Information shown ->
BEGIN
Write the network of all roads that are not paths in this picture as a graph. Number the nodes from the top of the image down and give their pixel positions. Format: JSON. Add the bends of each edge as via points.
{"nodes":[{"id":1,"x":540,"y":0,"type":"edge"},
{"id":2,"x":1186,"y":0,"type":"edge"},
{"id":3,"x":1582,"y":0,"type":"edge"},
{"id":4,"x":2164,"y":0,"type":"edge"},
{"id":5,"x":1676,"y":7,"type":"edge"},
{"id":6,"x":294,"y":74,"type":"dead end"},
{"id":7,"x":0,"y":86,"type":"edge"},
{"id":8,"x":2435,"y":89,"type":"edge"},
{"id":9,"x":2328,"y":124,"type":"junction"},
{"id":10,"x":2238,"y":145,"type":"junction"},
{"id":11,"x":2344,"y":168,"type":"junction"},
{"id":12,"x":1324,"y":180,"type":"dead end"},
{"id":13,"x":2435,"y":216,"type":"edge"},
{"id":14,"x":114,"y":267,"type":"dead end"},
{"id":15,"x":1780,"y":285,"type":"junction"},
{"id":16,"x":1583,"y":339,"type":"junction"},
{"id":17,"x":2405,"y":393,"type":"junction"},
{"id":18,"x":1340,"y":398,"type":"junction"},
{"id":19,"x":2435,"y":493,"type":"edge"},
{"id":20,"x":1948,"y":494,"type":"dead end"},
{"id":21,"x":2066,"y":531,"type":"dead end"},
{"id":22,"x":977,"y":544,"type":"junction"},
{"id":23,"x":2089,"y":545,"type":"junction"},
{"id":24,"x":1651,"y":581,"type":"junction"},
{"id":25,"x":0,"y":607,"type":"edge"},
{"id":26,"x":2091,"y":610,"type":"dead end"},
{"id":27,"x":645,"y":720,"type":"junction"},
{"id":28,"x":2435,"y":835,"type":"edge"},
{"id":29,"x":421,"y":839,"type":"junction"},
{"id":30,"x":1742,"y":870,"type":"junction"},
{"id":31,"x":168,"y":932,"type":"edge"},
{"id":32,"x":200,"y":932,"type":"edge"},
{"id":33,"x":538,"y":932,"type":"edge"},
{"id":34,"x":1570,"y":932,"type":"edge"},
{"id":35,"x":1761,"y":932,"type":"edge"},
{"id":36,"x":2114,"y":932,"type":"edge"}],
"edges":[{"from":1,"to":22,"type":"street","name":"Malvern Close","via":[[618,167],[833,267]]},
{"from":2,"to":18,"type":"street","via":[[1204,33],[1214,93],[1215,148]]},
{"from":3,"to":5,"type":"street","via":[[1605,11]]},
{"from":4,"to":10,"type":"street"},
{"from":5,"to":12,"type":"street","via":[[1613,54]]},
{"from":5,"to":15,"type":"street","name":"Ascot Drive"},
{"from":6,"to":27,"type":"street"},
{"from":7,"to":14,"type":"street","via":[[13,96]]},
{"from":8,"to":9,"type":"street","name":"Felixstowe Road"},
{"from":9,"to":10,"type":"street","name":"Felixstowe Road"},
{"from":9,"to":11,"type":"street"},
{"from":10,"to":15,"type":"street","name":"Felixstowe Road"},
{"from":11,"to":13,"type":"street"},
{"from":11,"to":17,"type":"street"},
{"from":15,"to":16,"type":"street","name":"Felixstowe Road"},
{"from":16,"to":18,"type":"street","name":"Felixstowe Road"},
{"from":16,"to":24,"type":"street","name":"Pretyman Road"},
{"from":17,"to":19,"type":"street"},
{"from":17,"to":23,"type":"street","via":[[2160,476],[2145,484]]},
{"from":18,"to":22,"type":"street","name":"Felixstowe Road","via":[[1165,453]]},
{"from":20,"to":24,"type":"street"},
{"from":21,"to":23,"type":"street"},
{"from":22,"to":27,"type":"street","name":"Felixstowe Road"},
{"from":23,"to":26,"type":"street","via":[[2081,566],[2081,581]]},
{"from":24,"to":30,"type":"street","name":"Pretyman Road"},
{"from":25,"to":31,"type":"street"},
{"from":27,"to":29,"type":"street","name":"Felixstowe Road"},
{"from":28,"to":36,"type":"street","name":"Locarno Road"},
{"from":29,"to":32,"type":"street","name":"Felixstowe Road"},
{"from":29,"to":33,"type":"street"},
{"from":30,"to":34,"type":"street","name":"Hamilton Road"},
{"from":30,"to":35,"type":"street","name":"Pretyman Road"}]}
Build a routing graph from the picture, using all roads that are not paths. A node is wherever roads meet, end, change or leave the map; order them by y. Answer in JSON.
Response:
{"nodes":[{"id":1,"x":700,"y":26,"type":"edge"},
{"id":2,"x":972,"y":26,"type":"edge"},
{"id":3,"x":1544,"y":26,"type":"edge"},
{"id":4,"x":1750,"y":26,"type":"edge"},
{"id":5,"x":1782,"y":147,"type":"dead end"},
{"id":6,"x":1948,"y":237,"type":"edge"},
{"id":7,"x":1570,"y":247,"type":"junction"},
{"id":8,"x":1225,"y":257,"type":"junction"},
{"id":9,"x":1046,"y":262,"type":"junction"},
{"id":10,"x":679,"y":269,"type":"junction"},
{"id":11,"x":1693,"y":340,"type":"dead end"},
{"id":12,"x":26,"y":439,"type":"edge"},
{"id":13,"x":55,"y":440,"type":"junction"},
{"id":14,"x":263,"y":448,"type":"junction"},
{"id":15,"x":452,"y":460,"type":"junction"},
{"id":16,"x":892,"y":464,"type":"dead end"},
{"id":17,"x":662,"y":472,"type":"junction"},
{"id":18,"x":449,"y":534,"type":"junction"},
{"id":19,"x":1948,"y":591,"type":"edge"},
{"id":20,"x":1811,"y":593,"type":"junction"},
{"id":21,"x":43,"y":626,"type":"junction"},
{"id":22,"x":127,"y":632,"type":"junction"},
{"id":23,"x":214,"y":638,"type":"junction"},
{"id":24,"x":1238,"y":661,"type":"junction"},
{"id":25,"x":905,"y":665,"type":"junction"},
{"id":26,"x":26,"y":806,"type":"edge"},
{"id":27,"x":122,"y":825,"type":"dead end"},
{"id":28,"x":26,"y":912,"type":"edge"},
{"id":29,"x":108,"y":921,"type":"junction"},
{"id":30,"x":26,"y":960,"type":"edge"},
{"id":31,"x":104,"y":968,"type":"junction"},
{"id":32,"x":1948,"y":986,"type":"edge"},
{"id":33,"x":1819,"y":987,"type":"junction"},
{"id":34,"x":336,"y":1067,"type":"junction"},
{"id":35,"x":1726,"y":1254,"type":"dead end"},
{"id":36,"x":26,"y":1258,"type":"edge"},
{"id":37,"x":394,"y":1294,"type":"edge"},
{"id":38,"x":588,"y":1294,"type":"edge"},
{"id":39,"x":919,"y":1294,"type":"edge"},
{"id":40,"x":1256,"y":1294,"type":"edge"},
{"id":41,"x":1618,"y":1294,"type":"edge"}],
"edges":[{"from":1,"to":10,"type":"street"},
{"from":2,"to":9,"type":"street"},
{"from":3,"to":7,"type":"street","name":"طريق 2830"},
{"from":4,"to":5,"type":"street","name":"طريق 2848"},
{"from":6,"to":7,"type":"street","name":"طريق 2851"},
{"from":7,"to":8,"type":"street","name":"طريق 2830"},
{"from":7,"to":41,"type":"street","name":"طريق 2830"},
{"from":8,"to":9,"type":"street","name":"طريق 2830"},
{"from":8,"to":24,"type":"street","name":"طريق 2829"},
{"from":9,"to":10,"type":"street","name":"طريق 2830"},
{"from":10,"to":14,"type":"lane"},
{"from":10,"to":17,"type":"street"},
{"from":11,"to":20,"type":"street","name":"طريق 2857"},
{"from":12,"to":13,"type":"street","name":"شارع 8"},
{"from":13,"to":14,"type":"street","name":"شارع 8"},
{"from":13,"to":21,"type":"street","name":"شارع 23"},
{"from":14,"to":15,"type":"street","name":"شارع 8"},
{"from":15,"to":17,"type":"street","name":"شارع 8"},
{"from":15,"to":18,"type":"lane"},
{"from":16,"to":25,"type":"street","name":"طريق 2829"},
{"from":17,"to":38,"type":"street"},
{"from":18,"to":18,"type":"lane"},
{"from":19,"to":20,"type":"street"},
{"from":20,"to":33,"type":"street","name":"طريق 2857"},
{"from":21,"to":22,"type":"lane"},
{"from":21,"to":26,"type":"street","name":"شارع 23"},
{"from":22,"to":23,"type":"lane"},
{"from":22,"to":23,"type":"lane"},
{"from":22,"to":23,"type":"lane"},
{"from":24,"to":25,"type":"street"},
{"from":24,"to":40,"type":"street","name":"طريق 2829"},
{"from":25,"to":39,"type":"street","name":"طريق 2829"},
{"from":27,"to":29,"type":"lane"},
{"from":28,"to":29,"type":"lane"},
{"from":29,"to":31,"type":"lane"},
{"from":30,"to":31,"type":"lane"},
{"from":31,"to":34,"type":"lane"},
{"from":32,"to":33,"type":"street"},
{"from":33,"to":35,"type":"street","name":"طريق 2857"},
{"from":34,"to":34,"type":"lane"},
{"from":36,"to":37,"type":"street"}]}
END
Problem details ->
Show the lines above with "Pretyman".

Answer box ->
{"from":16,"to":24,"type":"street","name":"Pretyman Road"},
{"from":24,"to":30,"type":"street","name":"Pretyman Road"},
{"from":30,"to":35,"type":"street","name":"Pretyman Road"}]}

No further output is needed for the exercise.